Firstly, a quick hello. I’m Kate, author of four historical novels, and soon to be a genre-jumper with a contemporary psychological thriller in the edits phase with my UK publisher Joffe Books. My historical novels all feature real, but sometimes overlooked, historical events and people, and I hope readers of my free Sis-Stories newsletter will consider supporting my work by buying/reading/recommending my fiction. If you are just getting started here, this post about sisters in my most recent novel, The Scandalous Life of Nancy Randolph, might be a good place to start.
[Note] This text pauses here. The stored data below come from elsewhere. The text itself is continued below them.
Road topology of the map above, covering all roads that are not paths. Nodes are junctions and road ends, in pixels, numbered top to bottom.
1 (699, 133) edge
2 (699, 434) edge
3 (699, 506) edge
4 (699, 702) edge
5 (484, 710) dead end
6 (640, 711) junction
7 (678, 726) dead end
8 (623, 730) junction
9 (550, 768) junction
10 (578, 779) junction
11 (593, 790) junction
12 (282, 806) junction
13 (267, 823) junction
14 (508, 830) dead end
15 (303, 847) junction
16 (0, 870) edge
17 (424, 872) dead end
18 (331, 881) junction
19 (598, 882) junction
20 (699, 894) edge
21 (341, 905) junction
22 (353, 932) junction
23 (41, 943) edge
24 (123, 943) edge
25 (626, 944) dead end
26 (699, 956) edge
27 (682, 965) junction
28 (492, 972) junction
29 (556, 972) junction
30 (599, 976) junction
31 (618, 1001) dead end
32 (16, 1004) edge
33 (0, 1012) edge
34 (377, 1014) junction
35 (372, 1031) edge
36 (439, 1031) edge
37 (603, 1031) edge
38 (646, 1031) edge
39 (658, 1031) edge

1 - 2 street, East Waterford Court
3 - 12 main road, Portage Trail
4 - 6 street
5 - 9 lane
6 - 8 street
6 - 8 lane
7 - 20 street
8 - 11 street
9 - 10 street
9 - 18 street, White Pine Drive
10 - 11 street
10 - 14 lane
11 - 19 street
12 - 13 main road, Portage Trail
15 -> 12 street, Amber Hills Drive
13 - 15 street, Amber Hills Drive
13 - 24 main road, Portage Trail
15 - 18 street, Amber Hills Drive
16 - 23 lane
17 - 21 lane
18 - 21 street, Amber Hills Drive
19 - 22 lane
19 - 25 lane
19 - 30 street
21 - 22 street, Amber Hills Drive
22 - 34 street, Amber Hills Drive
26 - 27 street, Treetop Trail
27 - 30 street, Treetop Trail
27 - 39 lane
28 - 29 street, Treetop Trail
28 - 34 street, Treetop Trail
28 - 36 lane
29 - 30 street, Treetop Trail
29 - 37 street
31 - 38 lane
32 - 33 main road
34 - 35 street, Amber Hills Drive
So why this obsession with sisters?
I’m fascinated by sisters. It’s not a new thing, although it’s an interest that has certainly deepened over time. For years, and without really knowing why, I’ve been collecting them – historical groups of sisters – diving down internet rabbit holes, buying up books for future reading, and finding sisters in novels and in the news. The frequency and importance of sisters in our lives and literature is a real thing, a seam of gold waiting to be found, because sisters are, and have always been, everywhere. ‘Sisterhood’ exists for a reason. The power of women working together doesn’t rely on sisters being biologically related, but I’d argue that our history of familial sisters – some known, some forgotten, but intrinsically understood – has taught us to embrace sisterhood in all its forms and attain some of society’s greatest achievements. I’m going to write about them all here.
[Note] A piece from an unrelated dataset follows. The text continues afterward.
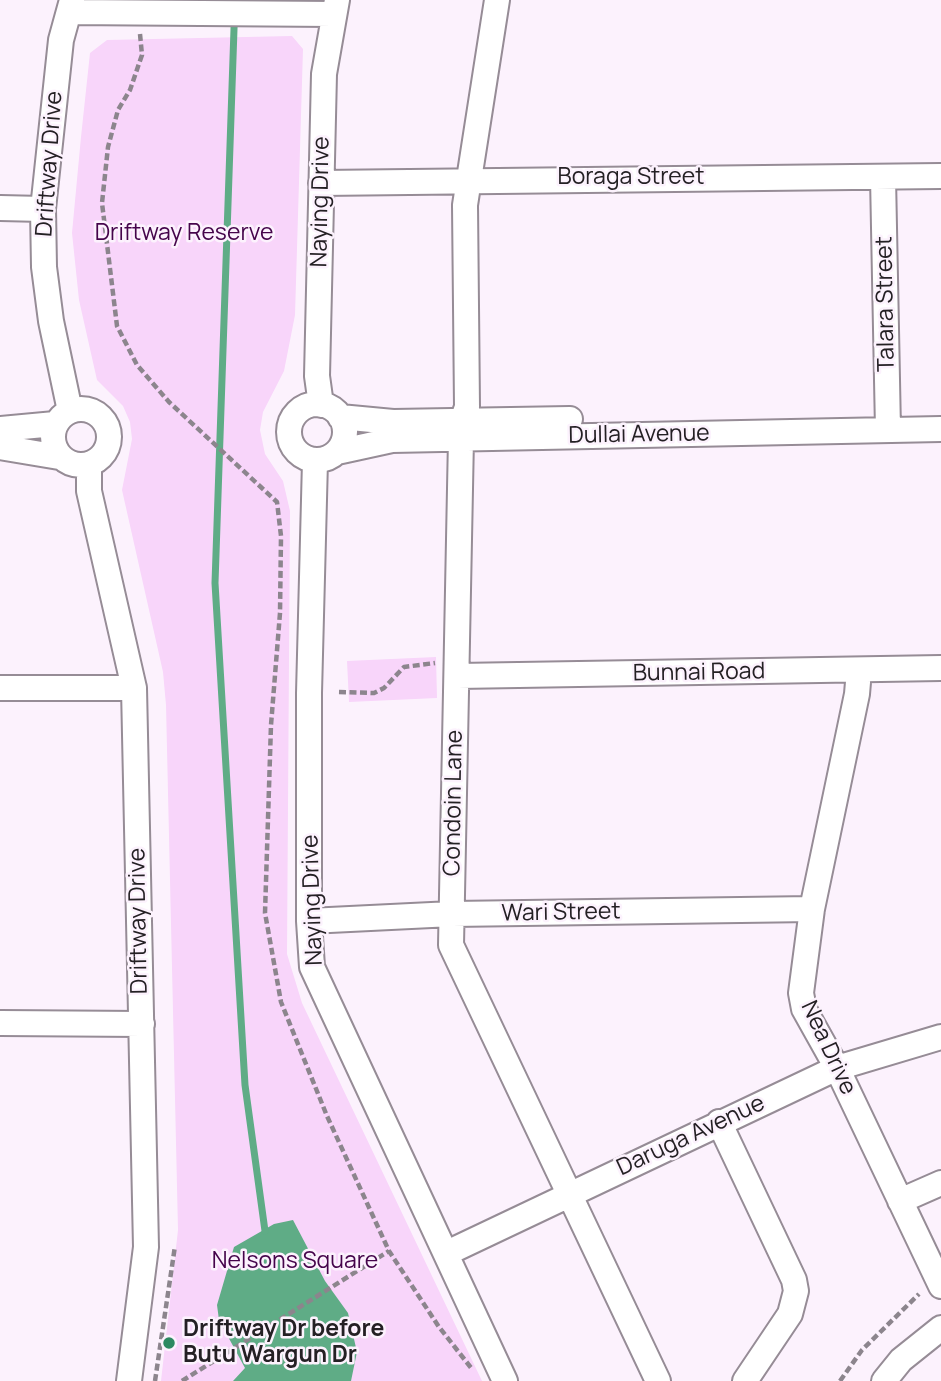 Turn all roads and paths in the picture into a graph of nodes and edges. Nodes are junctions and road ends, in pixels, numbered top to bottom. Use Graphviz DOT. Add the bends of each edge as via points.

My sister collecting habit began with the Mancinis. Around 2006 I started writing a novel about Athenais, Madame de Montestpan. Who was she? Only the most glamorous, clever and long-lasting mistress of Louis XIV. She’s a gem of a character for a historical novelist – hot-tempered, ambitious and possibly dangerous, criminally so. She also had a sister (not the nicest), but it was through her entanglement in the Affair of the Poisons, a scandal that rocked the court at Versailles and involved numerous French aristocratic families in accusations of poisoning and witchcraft, that I learned about the Mancini Sisters.
First, meet Olympe de Soissons, born Olympe Mancini in 1639. Neice to Cardinal Mazarin, one of the Sun King’s closest advisors, Olympe was probably an early lover of the famously amorous Louis XIV, as was her sister Marie. Research for a historical novel in some ways resembles a dust bunny. There are hundreds of tit-bits and facts and snippets that have no place in the end novel but gather as a historical novelist researches period, place and people. Olympe and Marie were accused poisoners, certainly earning their place in my novel, but there was nowhere for another sister, Hortense, who just happened to be a lover of Charles II, to make an appearance. The frustration was real. I wanted to lean into their story. How, I wondered, did they get on with each other? Were they friends, enemies or something in between? As a historical novelists I love the gaps almost as much as the research. And researching real women in history throws up gaps left, right and centre.
After the Mancini sisters, I switched century and continent. I had been reading a lot about P.T. Barnum. My first published short story was about a giantess, Anna Swan (no sisters of note, sorry), and I’m often drawn to historical stories, real or imagined, with a Victorian circus/vaudeville vibe. Through Barnum, I found the Sutherland Sisters, seven long-haired singing sisters, reputed to have 37 feet of hair between them. Did I need to know all about them? You bet I did. And so it began.
But why? Why sisters in particular?
Is it because I don’t have a sister, although I am one? Is it the fascination of my mother having three sisters who, as a girl, she ranked by attribute (prettiest, best at maths, neatest handwriting, fastest runner)? Or watching my mother-in-law battle for superiority with her older sister for over eighty years now? Or is it because of the Williams Sisters? As a tennis fan, I have loved watching and admiring Venus and Serena’s, grace and their ability to compete both against each other and together. Perhaps as I write this substack I’ll find out.
So welcome to a place where I plan to share the sisters I’ve found in history and in fiction, where I’ll talk about reading and writing about sisters, and tell the stories of amazing women I plan to fill my hours with as my nest is now empty and there’s nothing to stop me doing this but myself.